Exercise objective:
Drop all images and give the records again exactly.

---------- Information given

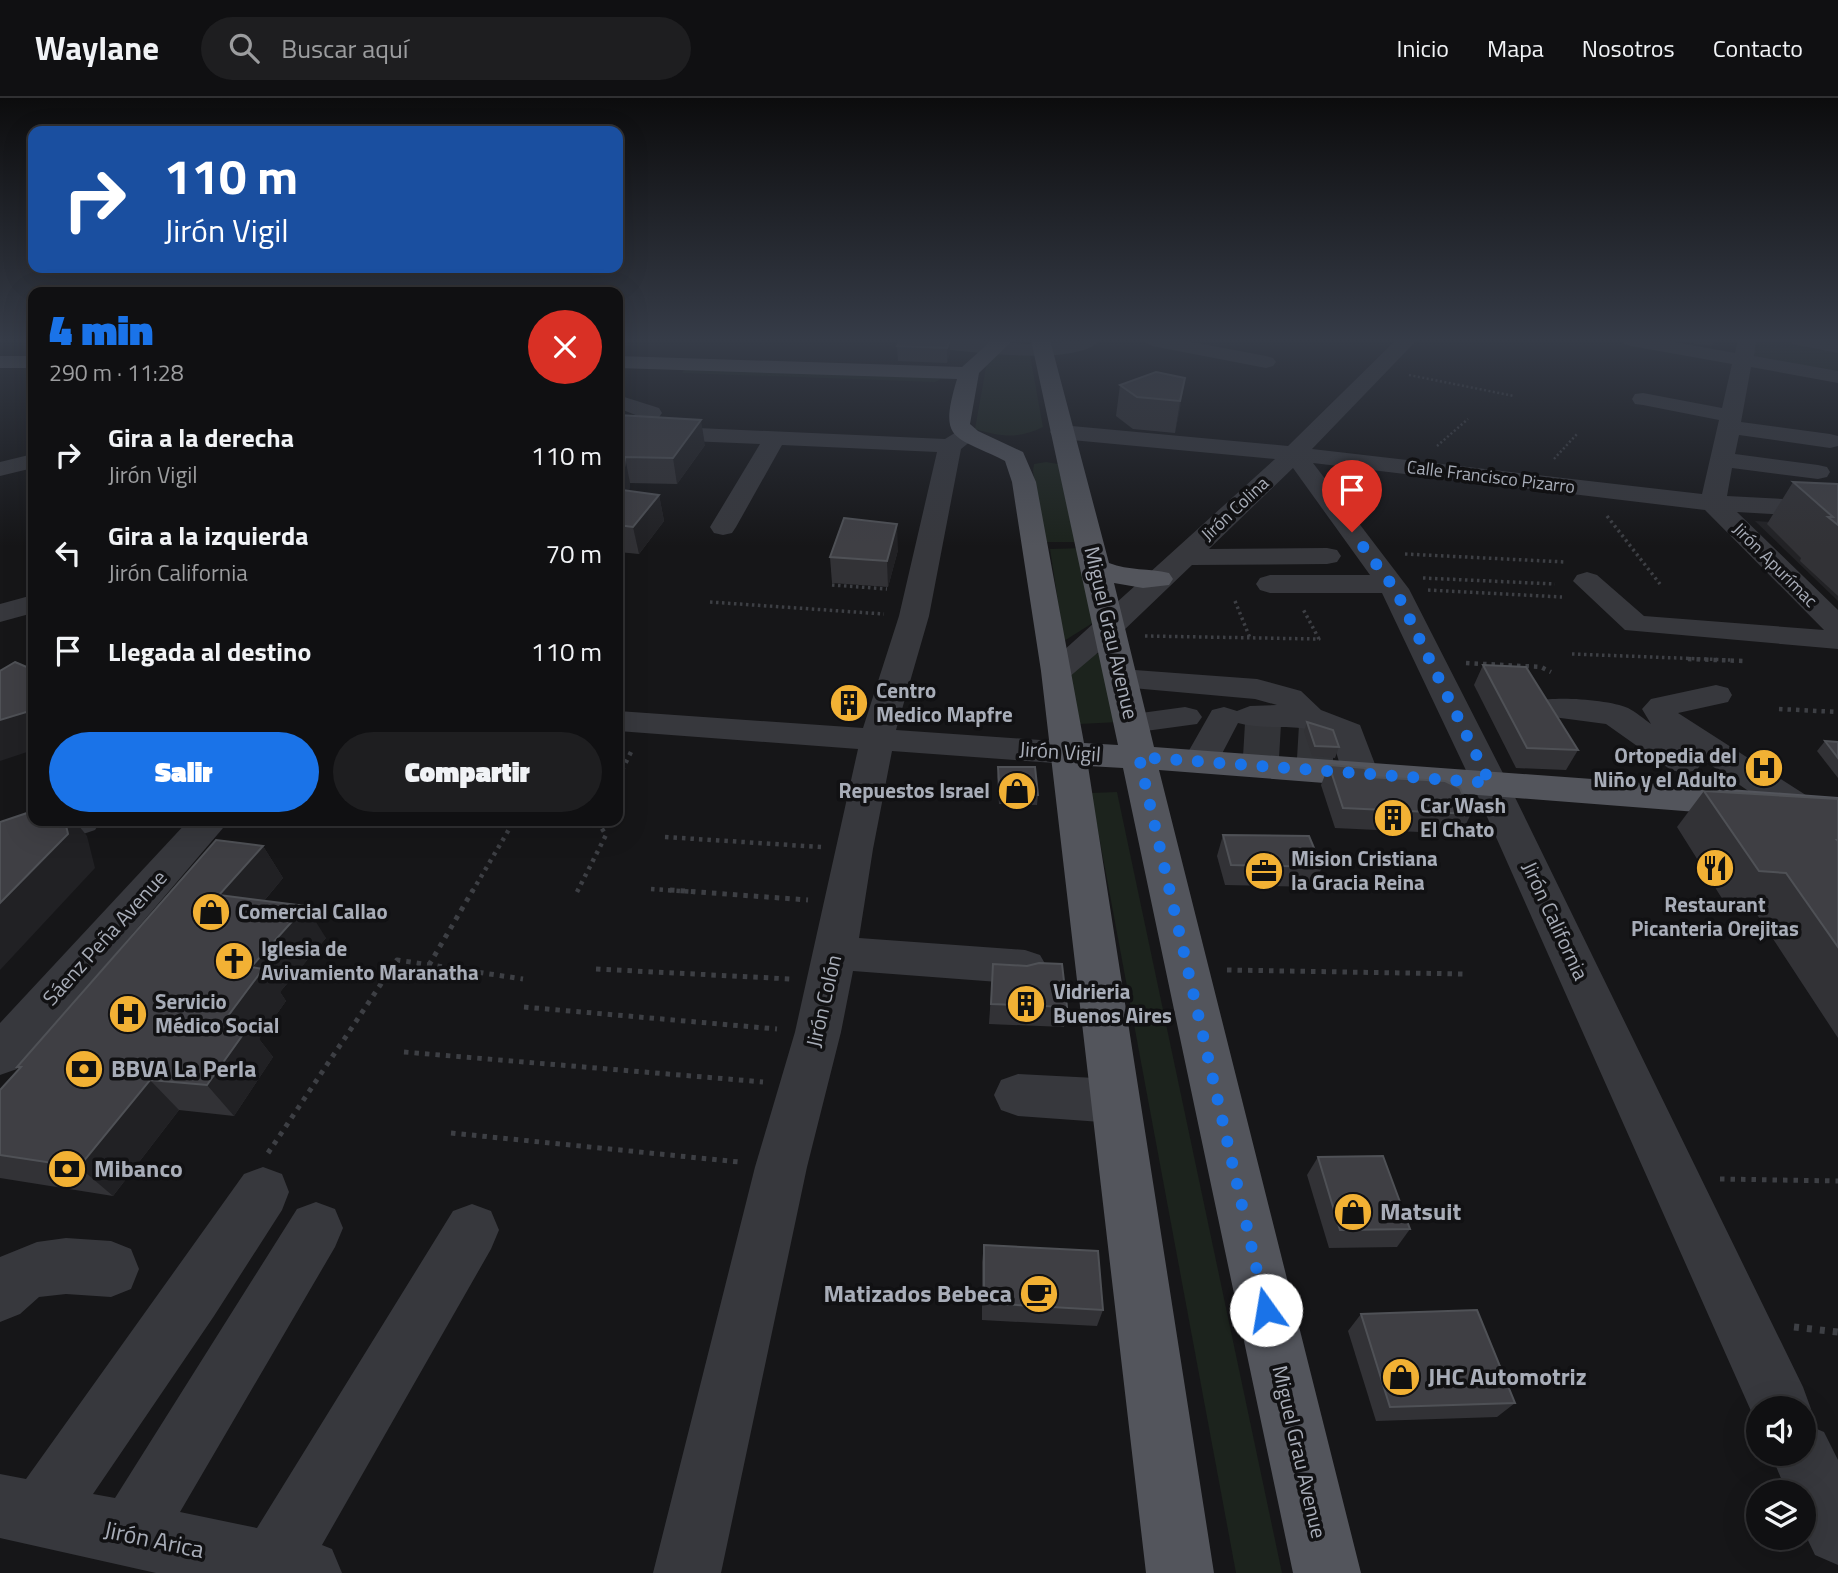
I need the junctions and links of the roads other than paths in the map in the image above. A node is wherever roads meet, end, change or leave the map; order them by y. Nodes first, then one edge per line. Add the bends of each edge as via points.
1 (640, 409) edge
2 (960, 409) edge
3 (1019, 409) edge
4 (1339, 409) edge
5 (1680, 409) edge
6 (1733, 409) edge
7 (1730, 422) junction
8 (623, 430) edge
9 (623, 431) edge
10 (775, 438) junction
11 (1008, 441) junction
12 (1830, 441) dead end
13 (1294, 454) junction
14 (1722, 459) junction
15 (28, 462) edge
16 (0, 469) edge
17 (1818, 472) dead end
18 (1713, 503) junction
19 (1838, 510) edge
20 (723, 527) dead end
21 (1089, 537) junction
22 (1034, 541) junction
23 (1327, 556) dead end
24 (1183, 557) junction
25 (1096, 568) junction
26 (1159, 579) junction
27 (1572, 580) road end
28 (1391, 583) junction
29 (1270, 584) dead end
30 (28, 605) edge
31 (0, 612) edge
32 (1838, 627) edge
33 (1838, 640) edge
34 (1672, 644) dead end
35 (1838, 653) edge
36 (1057, 671) junction
37 (1169, 682) junction
38 (1139, 694) junction
39 (1716, 695) dead end
40 (1550, 708) edge
41 (623, 721) edge
42 (1236, 725) junction
43 (878, 740) junction
44 (1068, 753) junction
45 (1352, 755) junction
46 (1490, 783) junction
47 (1744, 803) junction
48 (1799, 807) junction
49 (1838, 810) edge
50 (67, 826) edge
51 (206, 826) edge
52 (0, 848) edge
53 (832, 967) junction
54 (1025, 967) edge
55 (0, 1055) edge
56 (1018, 1095) dead end
57 (1115, 1101) junction
58 (265, 1173) road end
59 (316, 1228) dead end
60 (472, 1230) dead end
61 (111, 1269) dead end
62 (0, 1294) edge
63 (1775, 1396) edge
64 (1808, 1466) edge
65 (20, 1511) edge
66 (1838, 1532) edge
67 (130, 1535) junction
68 (291, 1569) edge
69 (687, 1573) edge
70 (1180, 1573) edge
71 (1327, 1573) edge

1 - 8 street via 651,413 642,425
2 - 11 main road via 959,430
3 - 11 main road, Miguel Grau Avenue
4 - 13 street, Jirón Colina
5 - 7 street
6 - 7 street
7 - 12 street
7 - 14 street
9 - 10 street, Calle Francisco Pizarro via 680,427
10 - 11 street, Calle Francisco Pizarro via 864,432
10 - 20 street
11 - 13 street, Calle Francisco Pizarro
11 - 21 main road, Miguel Grau Avenue
11 - 22 main road via 1021,468
11 - 43 street, Jirón Colón via 916,603
13 - 18 street, Calle Francisco Pizarro
13 - 24 street, Jirón Colina
13 - 28 street, Jirón California
14 - 17 street
14 - 18 street
15 - 16 street
18 - 19 street, Calle Francisco Pizarro
18 - 32 street, Jirón Apurímac
21 - 22 main road via 1064,546
21 - 25 main road, Miguel Grau Avenue
22 - 36 main road
23 - 24 street
24 - 26 street, Jirón Colina
25 - 26 main road via 1126,578
25 - 38 main road, Miguel Grau Avenue
26 - 38 street, Jirón Colina
27 - 33 street via 1636,624
28 - 29 street
28 - 46 street, Jirón California
30 - 31 street
34 - 35 street
36 - 38 street, Jirón Colina
36 - 44 main road
37 - 38 street
37 - 38 street
37 - 42 street
38 - 42 main road, Jirón Vigil
38 - 44 main road, Jirón Vigil
38 - 71 main road, Miguel Grau Avenue via 1186,969
39 - 48 street via 1659,709 1662,718 1687,737
40 - 47 street via 1615,716
41 - 43 street, Jirón Vigil
42 - 45 main road, Jirón Vigil
42 - 45 street via 1308,715 1349,733
43 - 44 street, Jirón Vigil
43 - 53 street, Jirón Colón
44 - 57 main road
45 - 46 main road, Jirón Vigil
46 - 47 main road, Jirón Vigil
46 - 63 street, Jirón California
47 - 48 main road, Jirón Vigil
48 - 49 main road, Jirón Vigil
50 - 52 street
51 - 55 street, Sáenz Peña Avenue
53 - 54 street
53 - 69 street, Jirón Colón
56 - 57 street
57 - 70 main road
58 - 65 street via 194,1296
59 - 67 street
60 - 68 street
61 - 62 street via 52,1265 25,1272
64 - 66 street
65 - 67 street, Jirón Arica
67 - 68 street, Jirón Arica

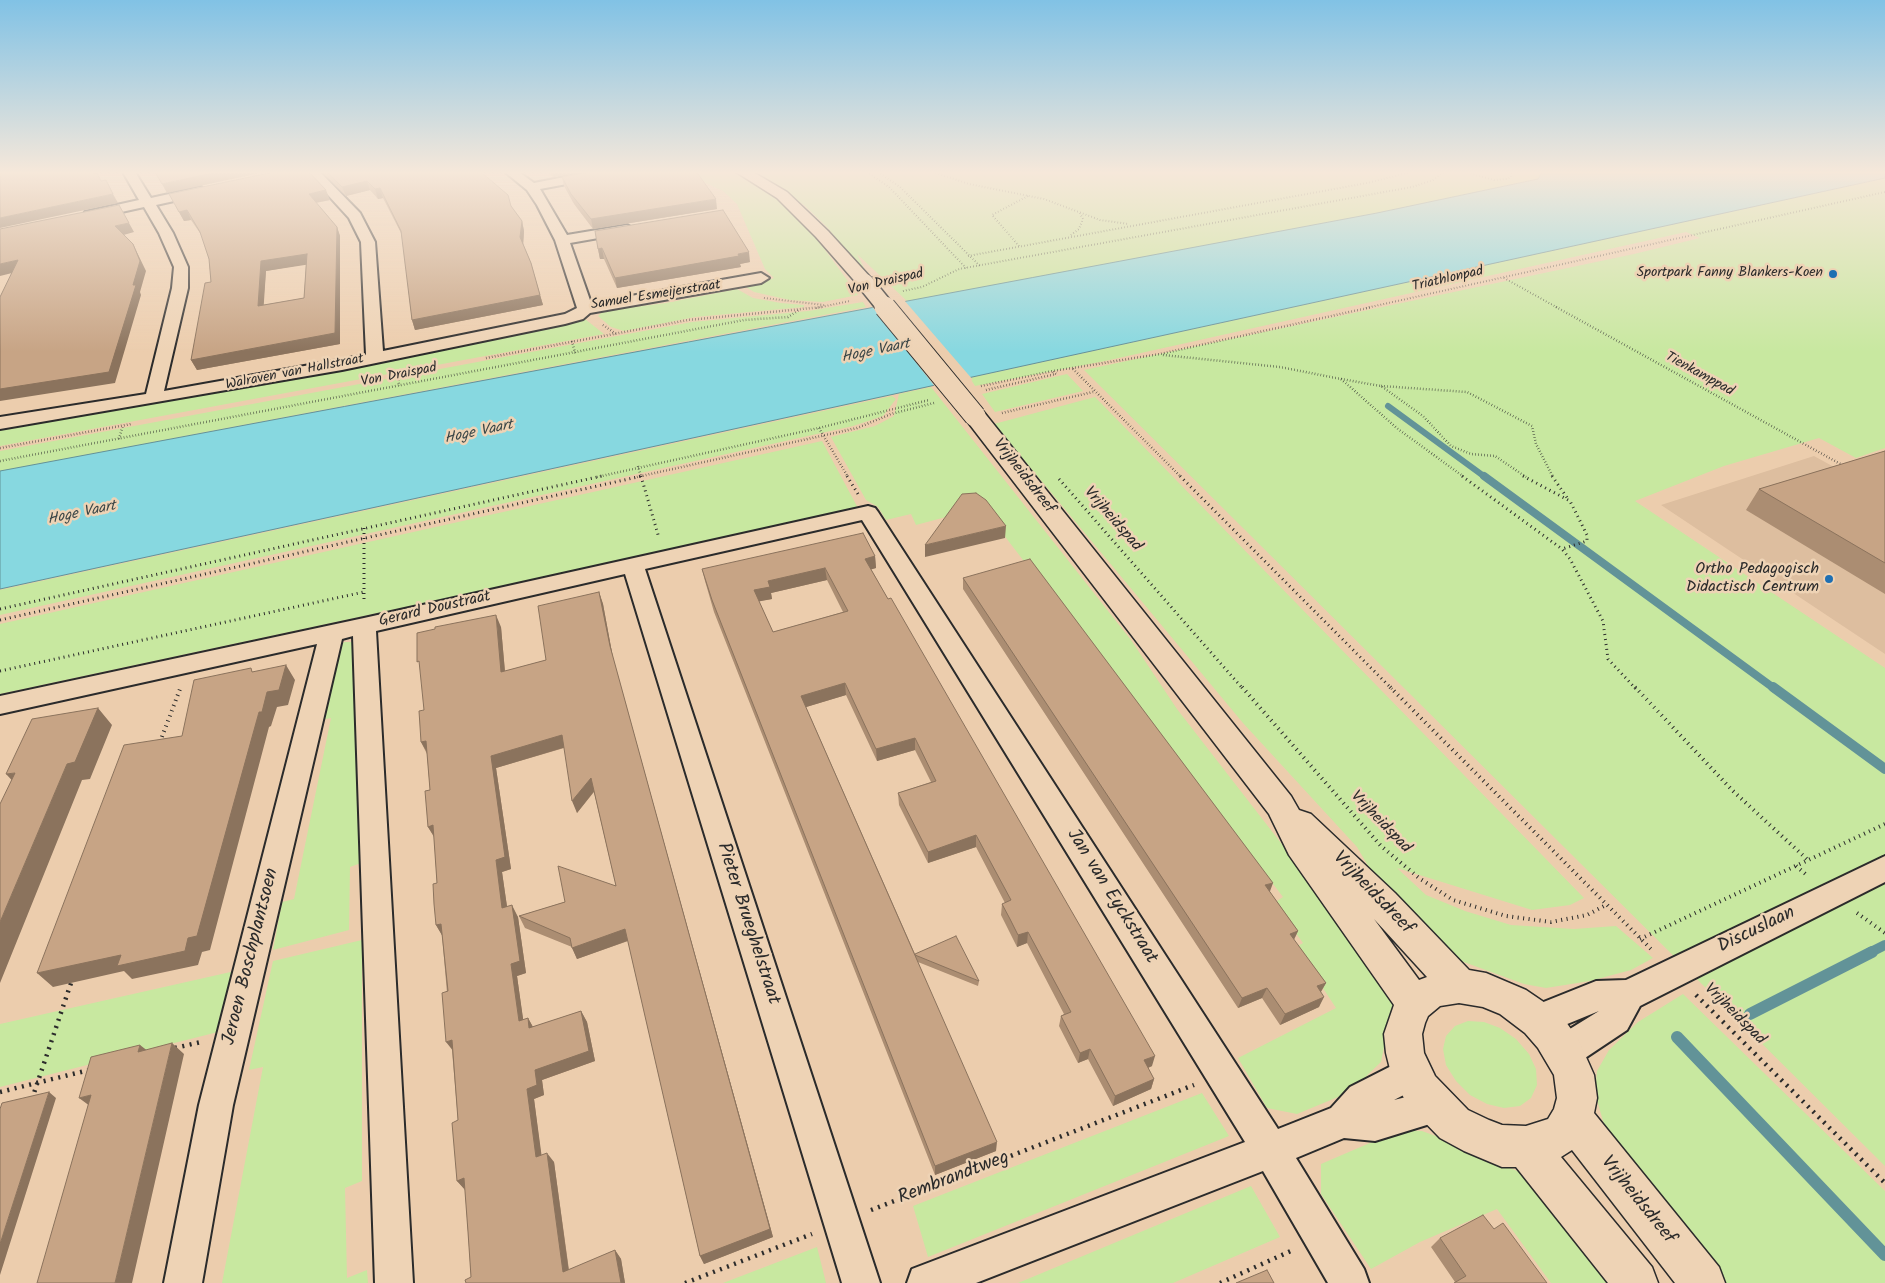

--------------------

Solution to this problem:
I need the junctions and links of the roads other than paths in the map in the image above. A node is wherever roads meet, end, change or leave the map; order them by y. Nodes first, then one edge per line. Add the bends of each edge as via points.
1 (640, 409) edge
2 (960, 409) edge
3 (1019, 409) edge
4 (1339, 409) edge
5 (1680, 409) edge
6 (1733, 409) edge
7 (1730, 422) junction
8 (623, 430) edge
9 (623, 431) edge
10 (775, 438) junction
11 (1008, 441) junction
12 (1830, 441) dead end
13 (1294, 454) junction
14 (1722, 459) junction
15 (28, 462) edge
16 (0, 469) edge
17 (1818, 472) dead end
18 (1713, 503) junction
19 (1838, 510) edge
20 (723, 527) dead end
21 (1089, 537) junction
22 (1034, 541) junction
23 (1327, 556) dead end
24 (1183, 557) junction
25 (1096, 568) junction
26 (1159, 579) junction
27 (1572, 580) road end
28 (1391, 583) junction
29 (1270, 584) dead end
30 (28, 605) edge
31 (0, 612) edge
32 (1838, 627) edge
33 (1838, 640) edge
34 (1672, 644) dead end
35 (1838, 653) edge
36 (1057, 671) junction
37 (1169, 682) junction
38 (1139, 694) junction
39 (1716, 695) dead end
40 (1550, 708) edge
41 (623, 721) edge
42 (1236, 725) junction
43 (878, 740) junction
44 (1068, 753) junction
45 (1352, 755) junction
46 (1490, 783) junction
47 (1744, 803) junction
48 (1799, 807) junction
49 (1838, 810) edge
50 (67, 826) edge
51 (206, 826) edge
52 (0, 848) edge
53 (832, 967) junction
54 (1025, 967) edge
55 (0, 1055) edge
56 (1018, 1095) dead end
57 (1115, 1101) junction
58 (265, 1173) road end
59 (316, 1228) dead end
60 (472, 1230) dead end
61 (111, 1269) dead end
62 (0, 1294) edge
63 (1775, 1396) edge
64 (1808, 1466) edge
65 (20, 1511) edge
66 (1838, 1532) edge
67 (130, 1535) junction
68 (291, 1569) edge
69 (687, 1573) edge
70 (1180, 1573) edge
71 (1327, 1573) edge

1 - 8 street via 651,413 642,425
2 - 11 main road via 959,430
3 - 11 main road, Miguel Grau Avenue
4 - 13 street, Jirón Colina
5 - 7 street
6 - 7 street
7 - 12 street
7 - 14 street
9 - 10 street, Calle Francisco Pizarro via 680,427
10 - 11 street, Calle Francisco Pizarro via 864,432
10 - 20 street
11 - 13 street, Calle Francisco Pizarro
11 - 21 main road, Miguel Grau Avenue
11 - 22 main road via 1021,468
11 - 43 street, Jirón Colón via 916,603
13 - 18 street, Calle Francisco Pizarro
13 - 24 street, Jirón Colina
13 - 28 street, Jirón California
14 - 17 street
14 - 18 street
15 - 16 street
18 - 19 street, Calle Francisco Pizarro
18 - 32 street, Jirón Apurímac
21 - 22 main road via 1064,546
21 - 25 main road, Miguel Grau Avenue
22 - 36 main road
23 - 24 street
24 - 26 street, Jirón Colina
25 - 26 main road via 1126,578
25 - 38 main road, Miguel Grau Avenue
26 - 38 street, Jirón Colina
27 - 33 street via 1636,624
28 - 29 street
28 - 46 street, Jirón California
30 - 31 street
34 - 35 street
36 - 38 street, Jirón Colina
36 - 44 main road
37 - 38 street
37 - 38 street
37 - 42 street
38 - 42 main road, Jirón Vigil
38 - 44 main road, Jirón Vigil
38 - 71 main road, Miguel Grau Avenue via 1186,969
39 - 48 street via 1659,709 1662,718 1687,737
40 - 47 street via 1615,716
41 - 43 street, Jirón Vigil
42 - 45 main road, Jirón Vigil
42 - 45 street via 1308,715 1349,733
43 - 44 street, Jirón Vigil
43 - 53 street, Jirón Colón
44 - 57 main road
45 - 46 main road, Jirón Vigil
46 - 47 main road, Jirón Vigil
46 - 63 street, Jirón California
47 - 48 main road, Jirón Vigil
48 - 49 main road, Jirón Vigil
50 - 52 street
51 - 55 street, Sáenz Peña Avenue
53 - 54 street
53 - 69 street, Jirón Colón
56 - 57 street
57 - 70 main road
58 - 65 street via 194,1296
59 - 67 street
60 - 68 street
61 - 62 street via 52,1265 25,1272
64 - 66 street
65 - 67 street, Jirón Arica
67 - 68 street, Jirón Arica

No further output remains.